----- TASK DATA -----

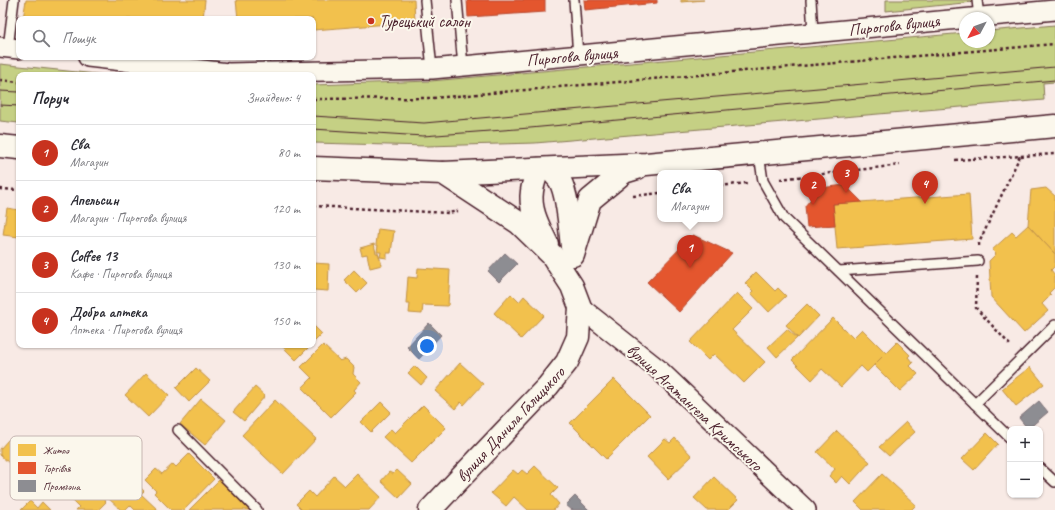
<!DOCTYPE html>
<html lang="uk">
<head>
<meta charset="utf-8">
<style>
	body { margin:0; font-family:Caveat,sans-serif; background:#f7f7f7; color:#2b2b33 }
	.controls { position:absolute; right:12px; bottom:12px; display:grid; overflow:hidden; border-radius:8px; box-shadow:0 1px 3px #0004 }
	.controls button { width:36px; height:36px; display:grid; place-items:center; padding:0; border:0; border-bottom:1px solid #e1e1e2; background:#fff; color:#2b2b33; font:20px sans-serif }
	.compass { position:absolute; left:959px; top:12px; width:36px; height:36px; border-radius:50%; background:#fff; box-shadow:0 1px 3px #0004; rotate:229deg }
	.you { position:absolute; left:427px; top:346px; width:14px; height:14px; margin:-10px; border:3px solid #fff; border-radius:50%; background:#1a73e8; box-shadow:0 0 0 6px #1a73e833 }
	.badge { display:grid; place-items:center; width:26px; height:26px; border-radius:50%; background:#c8321e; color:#fff; font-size:13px; font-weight:700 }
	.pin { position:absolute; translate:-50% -33px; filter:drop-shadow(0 1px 2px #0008) }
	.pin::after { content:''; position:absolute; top:21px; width:14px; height:12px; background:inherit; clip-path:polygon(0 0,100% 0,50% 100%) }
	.popup { position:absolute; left:657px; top:170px; width:66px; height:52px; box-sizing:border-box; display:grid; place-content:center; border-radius:8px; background:#fff; filter:drop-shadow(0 1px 3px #0005); font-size:13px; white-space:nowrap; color:#7c7c81 }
	.popup b { font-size:15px; color:#2b2b33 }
	.popup::after { content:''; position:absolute; left:50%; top:100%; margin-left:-8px; border:8px solid transparent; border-top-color:#fff }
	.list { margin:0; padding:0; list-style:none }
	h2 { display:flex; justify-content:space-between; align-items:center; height:52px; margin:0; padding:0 16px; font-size:17px }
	h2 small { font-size:13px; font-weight:400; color:#7c7c81 }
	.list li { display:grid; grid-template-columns:26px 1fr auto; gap:12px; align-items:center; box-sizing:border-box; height:56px; padding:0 16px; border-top:1px solid #e1e1e2 }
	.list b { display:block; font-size:15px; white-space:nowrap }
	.list p { margin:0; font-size:13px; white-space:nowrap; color:#7c7c81 }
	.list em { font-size:13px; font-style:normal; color:#7c7c81 }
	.icon { flex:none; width:22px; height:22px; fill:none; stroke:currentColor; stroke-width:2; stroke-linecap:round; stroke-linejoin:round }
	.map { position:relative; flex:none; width:1055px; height:510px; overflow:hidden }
	.search { position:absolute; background:#fff; box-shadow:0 1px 3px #0004; left:16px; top:16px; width:300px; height:44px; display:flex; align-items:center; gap:10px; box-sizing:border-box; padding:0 14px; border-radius:8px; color:#7c7c81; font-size:15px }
	.panel { position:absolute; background:#fff; box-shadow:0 1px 3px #0004; left:16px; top:72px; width:300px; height:276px; border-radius:8px }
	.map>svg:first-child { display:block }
	.green { fill:#c5d084; stroke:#887858 }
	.homes { fill:#f2c14e; stroke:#c09044 }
	.shops { fill:#e4572e; stroke:#b6462d }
	.industry { fill:#8d8d92; stroke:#796c73 }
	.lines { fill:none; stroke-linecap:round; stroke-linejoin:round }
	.service-casing { stroke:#4a1f2b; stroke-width:12 }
	.minor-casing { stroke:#4a1f2b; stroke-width:22 }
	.secondary-casing { stroke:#4a1f2b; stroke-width:25 }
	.path { stroke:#4a1f2b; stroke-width:2.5; stroke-dasharray:3 3; stroke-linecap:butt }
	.service { stroke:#fbf7ec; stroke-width:9 }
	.minor { stroke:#fbf7ec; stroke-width:19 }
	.secondary { stroke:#fbf7ec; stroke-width:22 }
	.tram { stroke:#4a1f2b; stroke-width:1 }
	.poi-dot { fill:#c8321e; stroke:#fbf7ec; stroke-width:1.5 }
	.labels { text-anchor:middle; stroke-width:4; stroke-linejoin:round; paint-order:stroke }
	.poi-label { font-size:17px; fill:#4a1f2b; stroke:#fbf7ec; text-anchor:start }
	.street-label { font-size:17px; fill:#4a1f2b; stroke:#fbf7ec }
	.key { fill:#fbf7ec; stroke:#c6b6b2; stroke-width:1 }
	.key-label { font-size:11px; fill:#4a1f2b }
</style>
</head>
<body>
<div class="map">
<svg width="1055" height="510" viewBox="0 0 1055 510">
	<rect width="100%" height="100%" fill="#f8eae5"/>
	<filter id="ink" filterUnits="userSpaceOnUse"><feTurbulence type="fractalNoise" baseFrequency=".025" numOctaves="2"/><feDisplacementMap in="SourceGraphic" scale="8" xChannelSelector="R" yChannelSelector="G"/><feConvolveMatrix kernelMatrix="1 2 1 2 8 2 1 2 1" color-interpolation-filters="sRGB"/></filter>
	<g filter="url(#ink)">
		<g class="green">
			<path d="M886 0H973V2L886 11Z"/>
			<path d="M1055 25V82L1043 83 1044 100 535 143 427 146 313 143V85L431 81 965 33V42H989V31Z"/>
			<path d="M0 64 106 75H19V123L0 121Z"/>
		</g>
		<g class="homes">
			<path d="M26 0H205L203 19H23Z"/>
			<path d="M236 0H414L415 22 313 30V19H238Z"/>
			<path d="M681 0H704L681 2Z"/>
			<path d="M1046 188 1055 196V254L1028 225 1031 190Z"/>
			<path d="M969 194 972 239 837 249 833 204Z"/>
			<path d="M7 208 19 210V237L3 235Z"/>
			<path d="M1028 225 1055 254V266L1051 270 1055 275V287L1049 293 1051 295 1042 304 1048 311 1024 333 991 297 989 261 996 254 992 250 1012 232 1016 236Z"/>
			<path d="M378 229 394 231 391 253H387V258L380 257 381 252H377L378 245H376Z"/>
			<path d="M374 244 376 253H378L382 265 370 268 367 254 362 255 360 248Z"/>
			<path d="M313 263 329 264 328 291 313 290Z"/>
			<path d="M418 268 450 270 448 306 423 305 422 314 409 313 410 304H406L408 277 417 278Z"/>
			<path d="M354 270 367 283 357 293 344 280Z"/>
			<path d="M756 272 775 291 778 288 786 296 769 312 751 293 753 291 745 283Z"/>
			<path d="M737 293 753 309 732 330 765 362 744 383 714 354 708 360 690 342Z"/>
			<path d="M511 294 519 302 524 296 544 315 521 339 494 313Z"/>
			<path d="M807 304 819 316 798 338 786 325Z"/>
			<path d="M833 318 853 338 862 329 886 353 867 372 861 366 841 387 822 369 812 380 792 360Z"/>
			<path d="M313 325 322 334 313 343Z"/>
			<path d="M787 329 797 338 777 357 768 347Z"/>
			<path d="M897 342 910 355 908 357 913 363 910 366 918 374 900 391 874 365Z"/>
			<path d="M281 345H311L296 360Z"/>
			<path d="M323 345 340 361 346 359 354 367 353 374 361 382 354 390 356 392 331 417 302 388 312 378 301 367Z"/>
			<path d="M460 363 483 384 464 405 461 402 455 409 435 391Z"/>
			<path d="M415 366 427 378 421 385 408 373Z"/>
			<path d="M1030 367 1044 384 1016 406 1002 389Z"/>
			<path d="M196 368 210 381 189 402 176 388Z"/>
			<path d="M146 373 169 395 148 417 125 395Z"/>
			<path d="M614 379 650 415 606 459 570 423Z"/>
			<path d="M255 387 265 396 244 421 233 412Z"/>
			<path d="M201 399 226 420 205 445 180 424Z"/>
			<path d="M275 400 316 439 283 474 242 435Z"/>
			<path d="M381 402 391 412 371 432 361 422Z"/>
			<path d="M423 405 446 428 411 463 383 437 391 429 395 433Z"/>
			<path d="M906 422 915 432 889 456 879 447Z"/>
			<path d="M837 431 870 462 850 484 842 476 836 483 829 476 835 469 817 452Z"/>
			<path d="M987 433 998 444 974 470 962 459Z"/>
			<path d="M675 438 692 456 668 479 647 457 665 439 670 443Z"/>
			<path d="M8 440 28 456 17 470 0 455V449Z"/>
			<path d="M60 454 75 468 60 485 44 471Z"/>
			<path d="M189 454 214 479 184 510H171L154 493 156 491 145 480 156 469 162 474 173 464 176 467Z"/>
			<path d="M535 466 558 488 551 495 559 504 554 510H528L514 497 506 506 491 493 513 470 518 474 522 470 527 474Z"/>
			<path d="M397 470 412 484 399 498 381 481 389 472 393 474Z"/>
			<path d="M357 474 381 497 369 510H302L296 504 309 491 315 497 334 476 345 486Z"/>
			<path d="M882 474 916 505 911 510H863L855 502Z"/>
			<path d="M129 476 144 491 141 494 158 510H135L130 505 125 510H121L108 498Z"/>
			<path d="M714 477 738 500 728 510H707L694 498Z"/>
			<path d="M219 480 249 510H189Z"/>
			<path d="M86 482 106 502 98 510H76L79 507 70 498Z"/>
			<path d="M30 501 37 508 42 502 50 510H21Z"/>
		</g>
		<g class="shops">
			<path d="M467 0H545V12L468 17Z"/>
			<path d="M584 0H657V3L585 10Z"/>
			<path d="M845 185 862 202 833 204 835 225 807 227 805 206 820 188Z"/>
			<path d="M693 235 732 253 679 312 647 282Z"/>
		</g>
		<g class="industry">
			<path d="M505 253 517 264 499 282 488 271Z"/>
			<path d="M429 323 441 335 419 359 407 347Z"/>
			<path d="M1039 401 1048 412 1028 429 1019 418Z"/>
			<path d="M575 496 589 510H572L566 505Z"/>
		</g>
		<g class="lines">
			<defs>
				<g id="service">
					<path d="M425 0 432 69"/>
					<path d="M457 0 463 66"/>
					<path d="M574 0 578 56"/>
					<path d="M811 0 813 33"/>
					<path d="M977 0 979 17"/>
					<path d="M8 48 14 0"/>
					<path d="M759 154 763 181 784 218 1010 438"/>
					<path d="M839 271 978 261"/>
					<path d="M975 404 1055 325"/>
					<path d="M178 430 257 510"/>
					<path d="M1040 468 1055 482"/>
				</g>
				<g id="minor">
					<path d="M0 47 19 49"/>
					<path d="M88 57 228 73 432 69 1055 10"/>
					<path d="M580 307 657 368 806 510"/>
				</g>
				<g id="secondary">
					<path d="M0 146 19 148"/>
					<path d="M313 168 443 173 646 164 1055 126"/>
					<path d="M538 169C536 176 533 183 532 191 529 210 539 227 547 244"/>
					<path d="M550 169C553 173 558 177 560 181 568 195 570 230 572 247"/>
					<path d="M573 255 590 200 624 172 637 168"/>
					<path d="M430 510 548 386 567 362 578 337 580 307 572 286 552 255 519 223 443 173"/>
				</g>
			</defs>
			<use href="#service" class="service-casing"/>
			<use href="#minor" class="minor-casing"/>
			<use href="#secondary" class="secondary-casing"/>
			<g class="path">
				<path d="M0 80 19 82"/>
				<path d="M313 99 433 98 1055 44"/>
				<path d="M955 160 1055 154"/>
				<path d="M780 179 900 165"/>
				<path d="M720 186 747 183"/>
				<path d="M0 189 19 190"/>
				<path d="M633 196 660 193"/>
				<path d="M313 206 448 213 458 211"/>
				<path d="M979 246V243L1020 156"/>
				<path d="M977 277 976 308 1011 346"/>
			</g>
			<use href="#service" class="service"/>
			<use href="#minor" class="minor"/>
			<use href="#secondary" class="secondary"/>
			<g class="tram">
				<path d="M0 91 19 92"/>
				<path d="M0 105 19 106"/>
				<path d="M313 116 424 123 1055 67"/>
				<path d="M313 129 423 136 530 128 1055 80"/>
			</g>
		</g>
	</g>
	<circle class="poi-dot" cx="371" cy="21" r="4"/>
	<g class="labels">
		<g class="poi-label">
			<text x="379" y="27">Турецький салон</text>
		</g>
		<g class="street-label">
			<text transform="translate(894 25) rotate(-6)" y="6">Пирогова вулиця</text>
			<text transform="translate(572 56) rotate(-5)" y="6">Пирогова вулиця</text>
			<text transform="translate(695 407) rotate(43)" y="6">вулиця Агатангела Кримського</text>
			<text transform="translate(510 424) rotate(-47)" y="6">вулиця Данила Галицького</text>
		</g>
	</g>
	<rect x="10" y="436" width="132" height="64" rx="6" class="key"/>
	<rect x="18" y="444" width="18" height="12" fill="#f2c14e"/>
	<rect x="18" y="462" width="18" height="12" fill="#e4572e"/>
	<rect x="18" y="480" width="18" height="12" fill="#8d8d92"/>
	<g class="key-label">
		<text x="43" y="454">Житло</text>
		<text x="43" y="472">Торгівля</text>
		<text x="43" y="490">Промзона</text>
	</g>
</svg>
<div class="controls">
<button>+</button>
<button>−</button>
</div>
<svg class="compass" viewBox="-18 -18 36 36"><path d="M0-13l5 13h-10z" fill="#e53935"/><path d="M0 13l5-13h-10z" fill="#7c7c81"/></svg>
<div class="you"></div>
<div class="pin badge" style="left:690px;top:268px">1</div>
<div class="popup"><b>Єва</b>Магазин</div>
<div class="pin badge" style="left:813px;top:205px">2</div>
<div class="pin badge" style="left:846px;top:193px">3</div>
<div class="pin badge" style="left:925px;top:204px">4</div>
<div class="search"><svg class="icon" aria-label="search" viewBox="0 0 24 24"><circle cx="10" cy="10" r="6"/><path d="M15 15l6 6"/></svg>Пошук</div>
<section class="panel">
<h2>Поруч<small>Знайдено: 4</small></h2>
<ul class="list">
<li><span class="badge">1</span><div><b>Єва</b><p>Магазин</p></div><em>80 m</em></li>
<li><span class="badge">2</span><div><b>Апельсин</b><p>Магазин · Пирогова вулиця</p></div><em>120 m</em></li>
<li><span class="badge">3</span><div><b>Coffee 13</b><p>Кафе · Пирогова вулиця</p></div><em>130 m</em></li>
<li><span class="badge">4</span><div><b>Добра аптека</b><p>Аптека · Пирогова вулиця</p></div><em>150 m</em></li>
</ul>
</section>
</div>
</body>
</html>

-----

- DIRECTIONS FOR THIS TASK: Return word for word the lines from the beginning of the entries through the line that contains "margin:0; font-family:Caveat,sans-serif; background:#f7f7f7;", both ends included, but no pictures.

- ANSWER BOX:
<!DOCTYPE html>
<html lang="uk">
<head>
<meta charset="utf-8">
<style>
	body { margin:0; font-family:Caveat,sans-serif; background:#f7f7f7; color:#2b2b33 }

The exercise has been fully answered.